The population of the world has been over 7 billion for about a year now. But those seven billion aren't distributed equally around the globe. 1.2 billion people — about in India alone (despite it havingjust 2% of the world's land area). At the other end of the spectrum, the entire continent of Australia houses about 0.3% of Australia.
So what would the world look like if we divided it into continents not by political or geographic boundaries, but by population? For the sake of argument, what if the Earth were divided into seven continents of a billion inhabitents each? Armed with MS paint and Wikipedia's table of country populations, Redittor delugetheory drew this map:
Each color on the map represents 1 billion people. The continent of Africa, neatly, already has a total population of around a billion, as do North America and South America combined. (For some reason Greenland and Australia/NZ, with comparatively negligible populations, got thrown in Continent Green as well). For the rest of the world we need some judicious reassembling of the continents.

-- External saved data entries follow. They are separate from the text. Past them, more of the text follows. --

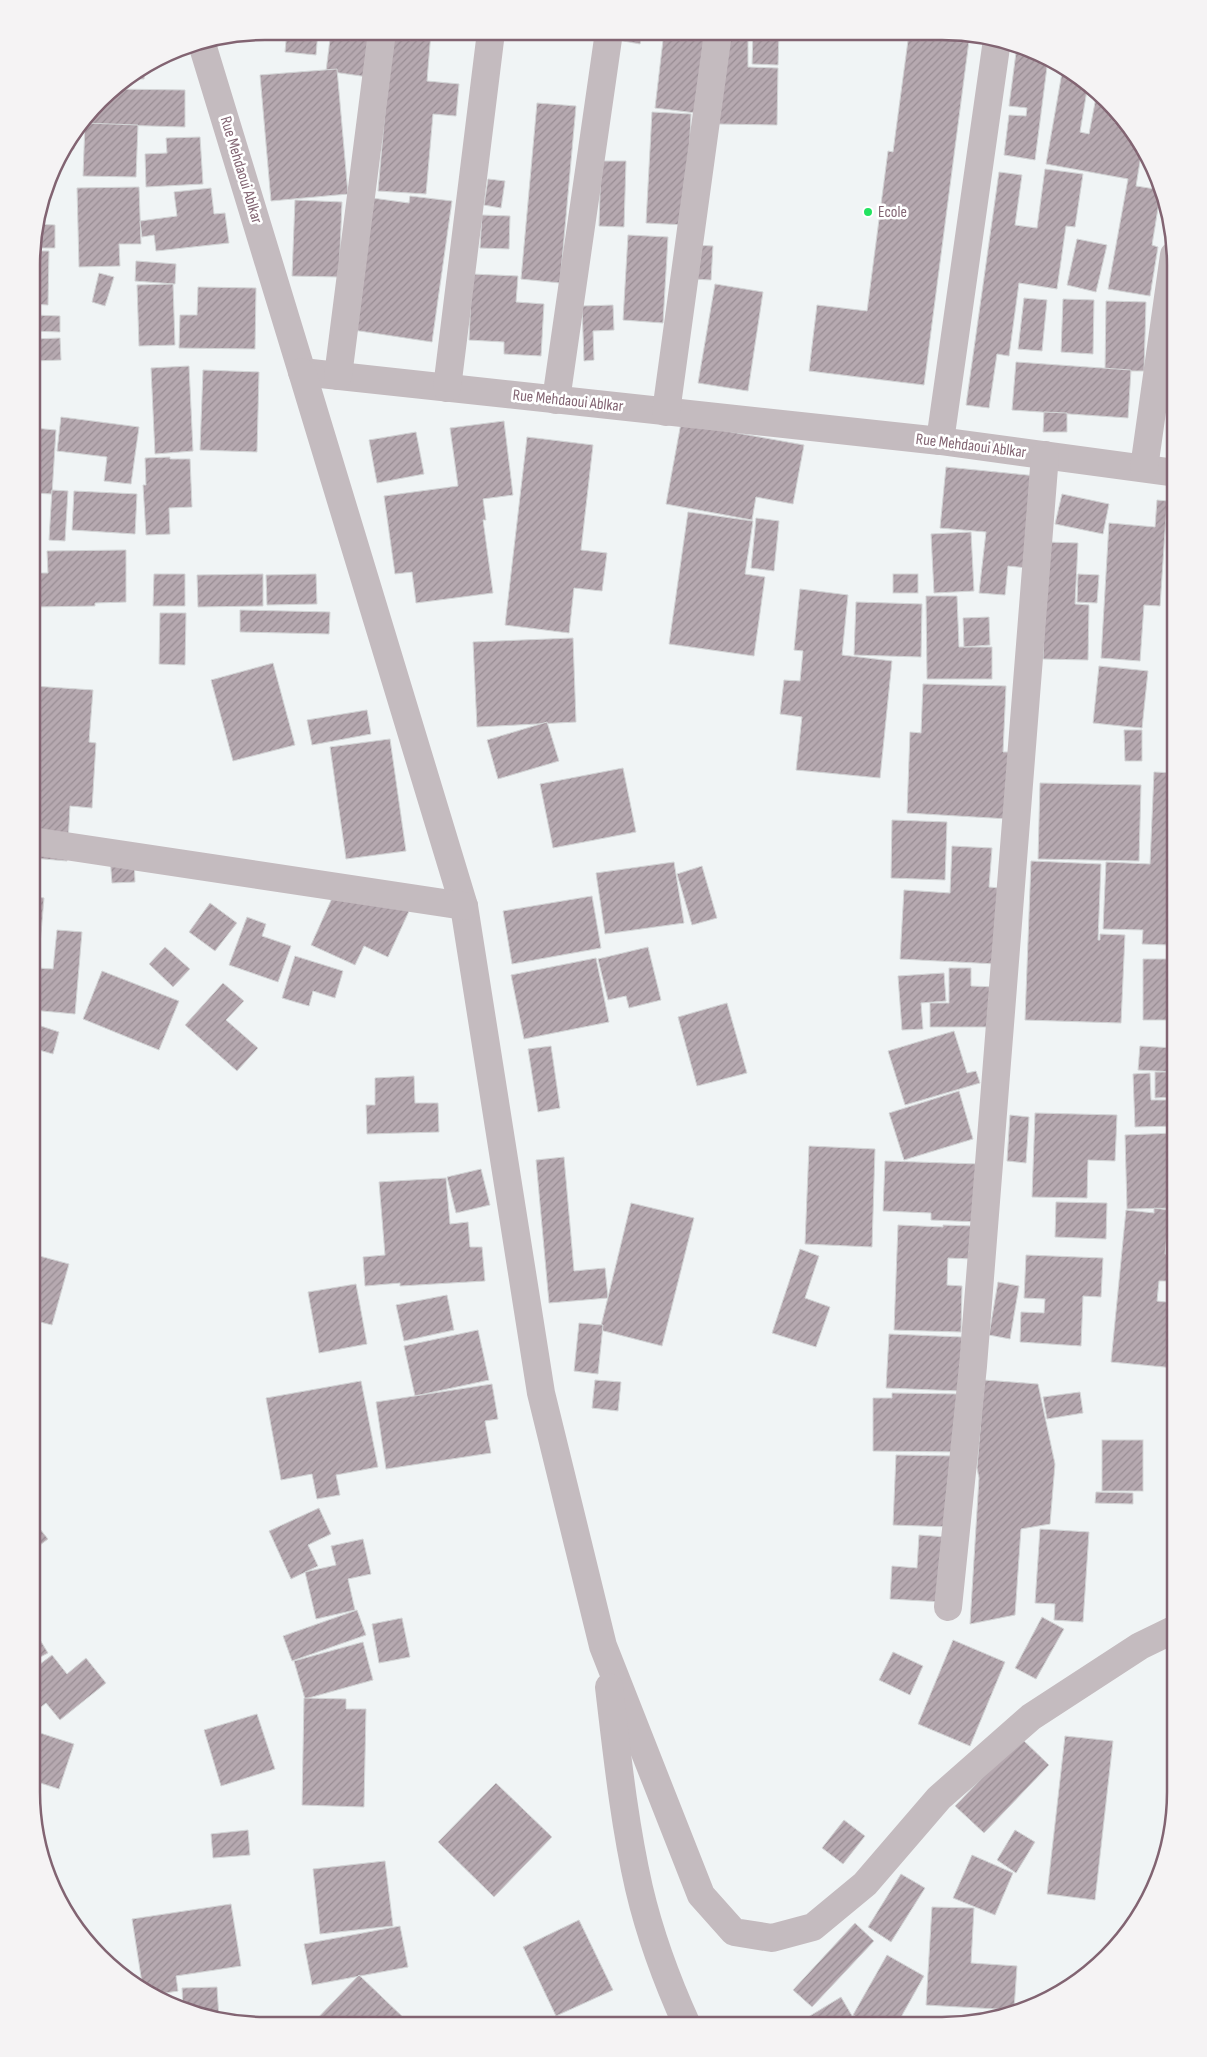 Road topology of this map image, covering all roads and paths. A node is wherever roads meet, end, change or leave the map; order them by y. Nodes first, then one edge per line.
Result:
1 (381, 40) edge
2 (491, 40) edge
3 (608, 40) edge
4 (717, 40) edge
5 (996, 47) edge
6 (204, 49) edge
7 (1167, 304) edge
8 (302, 372) junction
9 (338, 376) junction
10 (447, 388) junction
11 (556, 400) junction
12 (666, 412) junction
13 (940, 441) junction
14 (1045, 455) junction
15 (1144, 468) junction
16 (1167, 472) edge
17 (40, 842) edge
18 (464, 906) junction
19 (948, 1607) dead end
20 (1167, 1633) edge
21 (603, 1646) junction
22 (683, 2017) edge

1 - 9 street
2 - 10 street
3 - 11 street
4 - 12 street
5 - 13 street
6 - 8 street, Rue Mehdaoui Ablkar
7 - 15 street
8 - 9 street, Rue Mehdaoui Ablkar
8 - 18 street
9 - 10 street, Rue Mehdaoui Ablkar
10 - 11 street, Rue Mehdaoui Ablkar
11 - 12 street, Rue Mehdaoui Ablkar
12 - 13 street, Rue Mehdaoui Ablkar
13 - 14 street, Rue Mehdaoui Ablkar
14 - 15 street, Rue Mehdaoui Ablkar
14 - 19 street
15 - 16 street, Rue Mehdaoui Ablkar
17 - 18 street
18 - 21 street
20 - 21 street
21 - 22 street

While this map was assembled by hand, it would be interesting to see what map an algorithmic approach would create. It would be kind of like a 7-way knapsack problem, I guess. Unfortunately, you couldn't just use country populations as the basis, since China and India already have more than 1 billion inhabitants and need to be split apart. I guess you could arbitrarily break them up into 2 countries each, or perhaps work from the city population list (and distribute the remaining population in countries uniformly over their area). Any R programmers up to the task of automating this problem?